Для этого посмотрим, с чем ассоциировали женщину давным-давно, в эпоху, когда господствовал единый индоевропейский пласт представлений. Во всех индоевропейских языках женщина могла олицетворять судьбу, само женское существо выступало как божество «верхнего мира» и находилось в верхнем регистре языческого пантеона. С понятием женщина ассоциировались такие наиважнейшие понятия как «набожный, святой» и «правда». Это очень интересная реконструкция. Как набожность, святость и приверженность правде могут быть связаны с колдовскими чарами женщины? Женщины что, говорят правду?
Пресловутая двойственность, с древнейших времен раскалывающая наше восприятие жизни пополам: плюс и минус, добро и зло, колдовство и волшебство.
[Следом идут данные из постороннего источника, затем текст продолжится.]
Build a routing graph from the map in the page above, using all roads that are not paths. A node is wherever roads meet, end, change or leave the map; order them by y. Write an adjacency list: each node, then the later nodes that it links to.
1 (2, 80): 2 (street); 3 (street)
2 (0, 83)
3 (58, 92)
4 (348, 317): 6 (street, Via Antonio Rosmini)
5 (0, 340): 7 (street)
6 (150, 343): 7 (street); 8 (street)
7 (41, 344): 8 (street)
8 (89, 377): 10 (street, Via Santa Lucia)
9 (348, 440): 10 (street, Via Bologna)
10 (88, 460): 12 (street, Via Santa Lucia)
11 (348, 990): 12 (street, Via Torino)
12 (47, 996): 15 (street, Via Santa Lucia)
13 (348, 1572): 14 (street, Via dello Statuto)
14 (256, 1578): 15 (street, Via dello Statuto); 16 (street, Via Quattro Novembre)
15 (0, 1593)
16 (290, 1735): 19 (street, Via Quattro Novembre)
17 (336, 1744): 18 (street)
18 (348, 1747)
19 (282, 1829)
Женщина, в отличие от мужчины, принципиально двойственна, соединяет в своем образе возможность быть воплощением и добра и зла. Человек, как творение Божье, изначально благ, а женщина? Мужчина – воплощение бога, существо, созданное по образу и подобию Всевышнего – благ, не так ли? Он скорее объект, а не субъект соблазнения, в то время как именно через женщину змий искушает яблоком, ворожбой, видимостью своей красоты. А как же тогда ее святость и прочная ассоциированность ее с правдой? В какой точке «встречаются» правда и женщина? Полагаю, что, имея возможность быть разной, именно женщина и знает правду. Именно она знает, что и как на самом деле. Именно она, повелевая видимостью, удерживает суть.
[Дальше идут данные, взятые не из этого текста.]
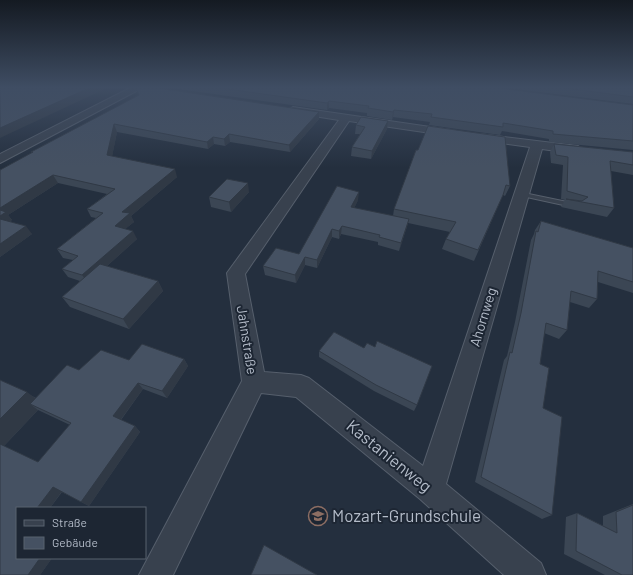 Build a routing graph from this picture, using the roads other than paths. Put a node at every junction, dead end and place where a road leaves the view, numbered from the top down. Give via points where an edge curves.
1 (84, 115) edge
2 (325, 115) edge
3 (346, 118) junction
4 (537, 146) junction
5 (590, 151) edge
6 (0, 158) edge
7 (522, 194) junction
8 (577, 206) edge
9 (254, 382) junction
10 (430, 489) junction
11 (156, 575) edge
12 (529, 575) edge

1 - 6 street
2 - 3 street
3 - 4 street
3 - 9 street, Jahnstraße via 236,273
4 - 5 street
4 - 7 street, Ahornweg
7 - 8 lane
7 - 10 street, Ahornweg
9 - 10 street, Kastanienweg via 301,386
9 - 11 street, Jahnstraße
10 - 12 street, Kastanienweg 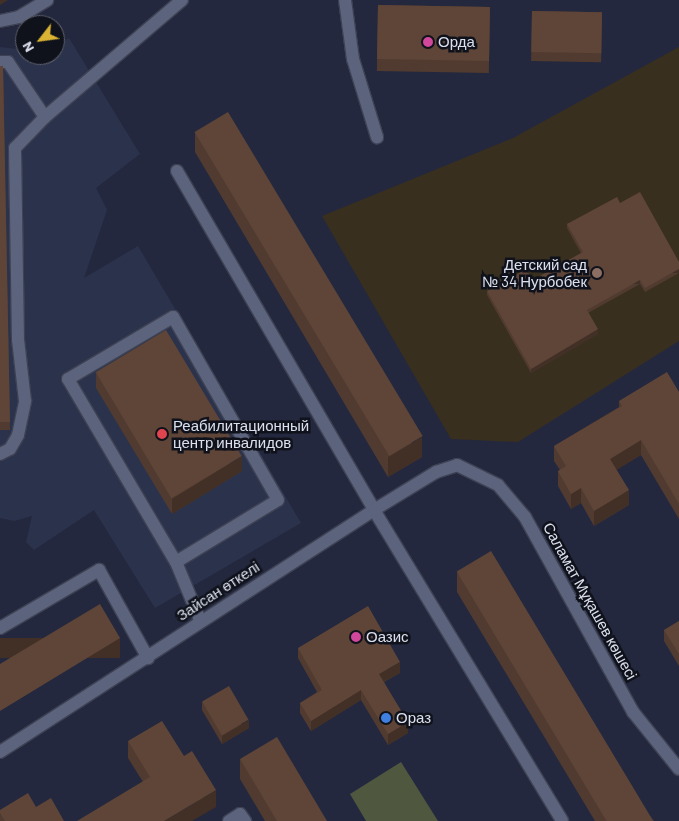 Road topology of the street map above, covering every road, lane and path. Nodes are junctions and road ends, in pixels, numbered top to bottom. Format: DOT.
graph roads {
  1 [pos="47,0"];
  2 [pos="182,0"];
  3 [pos="345,0"];
  4 [pos="0,21"];
  5 [pos="0,62"];
  6 [pos="44,117"];
  7 [pos="377,137"];
  8 [pos="177,171"];
  9 [pos="0,454"];
  10 [pos="457,465"];
  11 [pos="374,510"];
  12 [pos="176,562"];
  13 [pos="200,620"];
  14 [pos="0,628"];
  15 [pos="148,658"];
  16 [pos="0,752"];
  17 [pos="679,769"];
  18 [pos="229,821"];
  19 [pos="244,821"];
  20 [pos="562,821"];
  1 -- 4 [label="street"];
  2 -- 6 [label="street"];
  3 -- 7 [label="street"];
  5 -- 6 [label="street"];
  6 -- 9 [label="street"];
  8 -- 11 [label="street"];
  10 -- 11 [label="street, Зайсан өткелі"];
  10 -- 17 [label="street, Саламат Мұқашев көшесі"];
  11 -- 13 [label="street, Зайсан өткелі"];
  11 -- 20 [label="street"];
  12 -- 12 [label="street"];
  12 -- 13 [label="street"];
  13 -- 15 [label="street, Зайсан өткелі"];
  14 -- 15 [label="street"];
  15 -- 16 [label="street, Зайсан өткелі"];
  18 -- 19 [label="street"];
}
Здесь любопытно отметить, что правда до сих пор нами подспудно ассоциируется, образно мыслится как женщина. Посмотрите, как мы употребляем слово «правда». Мы говорим о ней: «голая», «сермяжная», «правду надо защищать», «за правду нужно бороться», «ее нужно любить». А еще «правда» бывает солдатская, крестьянская, рабочая, она может пахнуть потом, водкой, над правдой можно издеваться, втаптывать правду в грязь, и ее защита – одна из функций сильного ответственного мужчины. Русская правда похожа на женщину, девушку из низов, вся правда о жизни которой рассказана в коммунистической газете, скоро уже век как выходящей в России под названием «Правда». Но, спустившись «вниз», приняв ассоциацию с «девушкой из низов», правда никак не утратила своей божественности. Она прочно в нашем сознании ассоциирована с Солнцем, которое освещает наш путь, проливая свет на все темное, неясное, ложное.
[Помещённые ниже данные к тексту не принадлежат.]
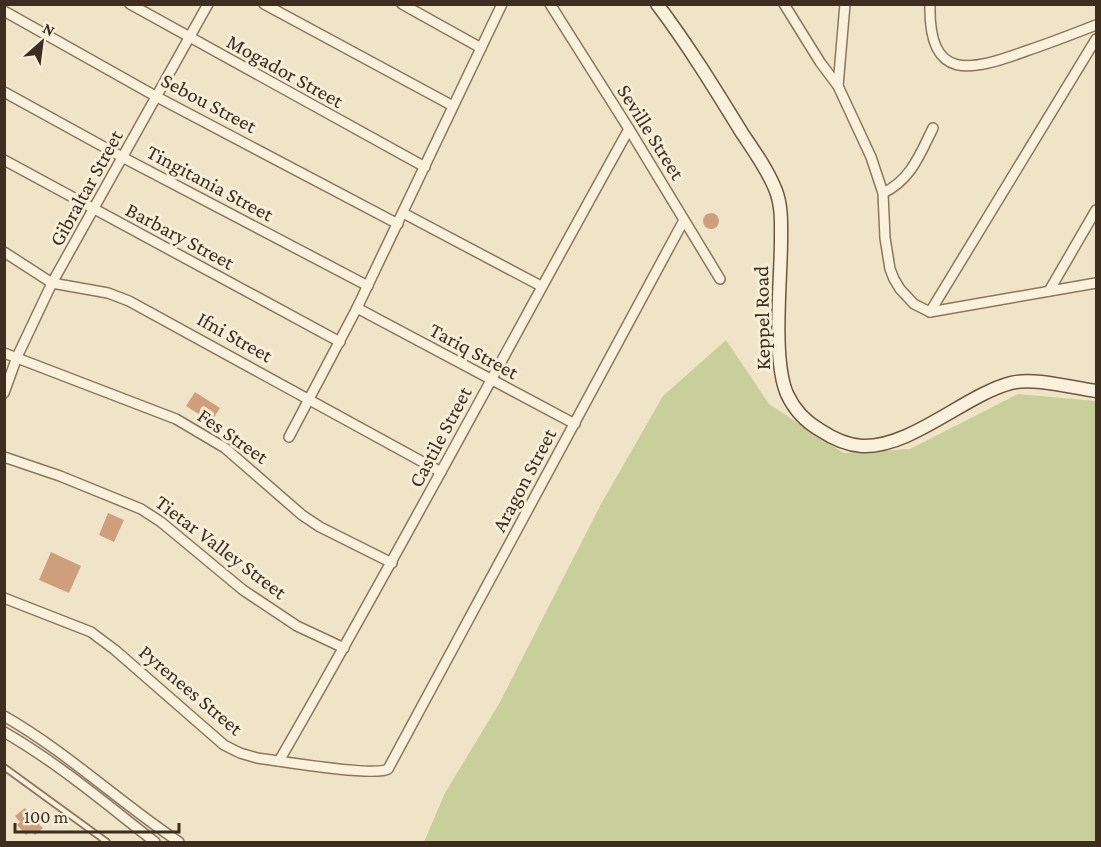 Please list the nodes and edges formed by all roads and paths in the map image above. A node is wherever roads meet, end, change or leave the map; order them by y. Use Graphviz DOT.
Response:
graph roads {
  1 [pos="130,4"];
  2 [pos="208,4"];
  3 [pos="264,4"];
  4 [pos="402,4"];
  5 [pos="502,4"];
  6 [pos="550,4"];
  7 [pos="657,4"];
  8 [pos="784,4"];
  9 [pos="845,4"];
  10 [pos="930,4"];
  11 [pos="4,11"];
  12 [pos="1096,26"];
  13 [pos="190,39"];
  14 [pos="1096,39"];
  15 [pos="481,48"];
  16 [pos="838,86"];
  17 [pos="4,92"];
  18 [pos="157,97"];
  19 [pos="453,106"];
  20 [pos="933,128"];
  21 [pos="629,129"];
  22 [pos="124,158"];
  23 [pos="4,160"];
  24 [pos="424,167"];
  25 [pos="883,193"];
  26 [pos="94,210"];
  27 [pos="1096,210"];
  28 [pos="403,213"];
  29 [pos="684,220"];
  30 [pos="398,224"];
  31 [pos="4,252"];
  32 [pos="720,279"];
  33 [pos="52,283"];
  34 [pos="1096,283"];
  35 [pos="368,286"];
  36 [pos="541,286"];
  37 [pos="1048,291"];
  38 [pos="357,308"];
  39 [pos="930,312"];
  40 [pos="340,342"];
  41 [pos="4,353"];
  42 [pos="17,357"];
  43 [pos="490,380"];
  44 [pos="1096,391"];
  45 [pos="4,393"];
  46 [pos="310,399"];
  47 [pos="575,424"];
  48 [pos="289,437"];
  49 [pos="4,457"];
  50 [pos="441,472"];
  51 [pos="392,564"];
  52 [pos="4,598"];
  53 [pos="344,648"];
  54 [pos="4,716"];
  55 [pos="4,732"];
  56 [pos="396,758"];
  57 [pos="279,761"];
  58 [pos="4,767"];
  59 [pos="107,843"];
  60 [pos="154,843"];
  61 [pos="178,843"];
  1 -- 13 [label="street, Mogador Street"];
  2 -- 13 [label="street, Gibraltar Street"];
  3 -- 19 [label="street"];
  4 -- 15 [label="street"];
  5 -- 15 [label="street"];
  6 -- 21 [label="street, Seville Street"];
  7 -- 44 [label="street, Keppel Road"];
  8 -- 16 [label="street"];
  9 -- 16 [label="street"];
  10 -- 12 [label="street"];
  11 -- 18 [label="street, Sebou Street"];
  13 -- 18 [label="street, Gibraltar Street"];
  13 -- 24 [label="street, Mogador Street"];
  14 -- 39 [label="street"];
  15 -- 19 [label="street"];
  16 -- 25 [label="street"];
  17 -- 22 [label="street, Tingitania Street"];
  18 -- 22 [label="street, Gibraltar Street"];
  18 -- 30 [label="street, Sebou Street"];
  19 -- 24 [label="street"];
  20 -- 25 [label="street"];
  21 -- 29 [label="street, Seville Street"];
  21 -- 36 [label="street, Castile Street"];
  22 -- 26 [label="street, Gibraltar Street"];
  22 -- 35 [label="street, Tingitania Street"];
  23 -- 26 [label="street, Barbary Street"];
  24 -- 28 [label="street"];
  25 -- 39 [label="street"];
  26 -- 33 [label="street, Gibraltar Street"];
  26 -- 40 [label="street, Barbary Street"];
  27 -- 37 [label="street"];
  28 -- 30 [label="street"];
  28 -- 36 [label="street"];
  29 -- 32 [label="street, Seville Street"];
  29 -- 47 [label="street, Aragon Street"];
  30 -- 35 [label="street"];
  31 -- 33 [label="street, Ifni Street"];
  33 -- 42 [label="street, Gibraltar Street"];
  33 -- 46 [label="street, Ifni Street"];
  34 -- 37 [label="street"];
  35 -- 38 [label="street"];
  36 -- 43 [label="street, Castile Street"];
  37 -- 39 [label="street"];
  38 -- 40 [label="street"];
  38 -- 43 [label="street, Tariq Street"];
  40 -- 46 [label="street"];
  41 -- 42 [label="street, Fes Street"];
  42 -- 45 [label="street, Gibraltar Street"];
  42 -- 51 [label="street, Fes Street"];
  43 -- 47 [label="street, Tariq Street"];
  43 -- 50 [label="street, Castile Street"];
  46 -- 48 [label="street"];
  46 -- 50 [label="street, Ifni Street"];
  47 -- 56 [label="street, Aragon Street"];
  49 -- 53 [label="street, Tietar Valley Street"];
  50 -- 51 [label="street, Castile Street"];
  51 -- 53 [label="street, Castile Street"];
  52 -- 57 [label="street, Pyrenees Street"];
  53 -- 57 [label="street, Castile Street"];
  54 -- 61 [label="street"];
  55 -- 60 [label="street"];
  56 -- 57 [label="street, Pyrenees Street"];
  58 -- 59 [label="lane"];
}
Но вернемся к истокам восприятия женщины. Сами женские существа и так называемые женские явления природы, творящие жизнь на земле, во многих индоевропейских культурах обожествлялись и были предметом религиозного почитания. Они так или иначе олицетворяли мать-землю, которая родит все живое, оплодотворяемая небом, от которого и Солнце, необходимое для жизни, и дождевая вода. Земля в языках, где существительные бывают мужского и женского рода, как правило, женского рода, в то время как небо – всегда мужского. Женщина-земля с помощью неба дает жизнь всему живому, она – синоним жизни. Несет ли современная женщина, давно уже не живущая лишь для того, чтобы родить следующее поколение людей в себе частичку этого смысла? Или эти смыслы ушли в прошлое, как и осознание нами зависимости от сельского хозяйства? Разве мы не считаем, что творог добывается из вареников, а булки растут на ветках? Если еда берется из супермаркетов, а дети из пробирки, у женщины не остается никакой специфической роли, и нечего им подавать пальто и пропускать их в дверь. Если нет сельского хозяйства, естественного воспроизводства как мировоззренческой оси, значит, уместен феминизм со всеми его выкрутасами. Но если в нас живет необходимость в тепле, защите (получаемой от матери, а не от государства), если мы еще помним, что все-таки часть природы и несем ее в себе, то тогда женщина со всем своим первобытным оперением еще актуальна для нас как особенное сакральное существо.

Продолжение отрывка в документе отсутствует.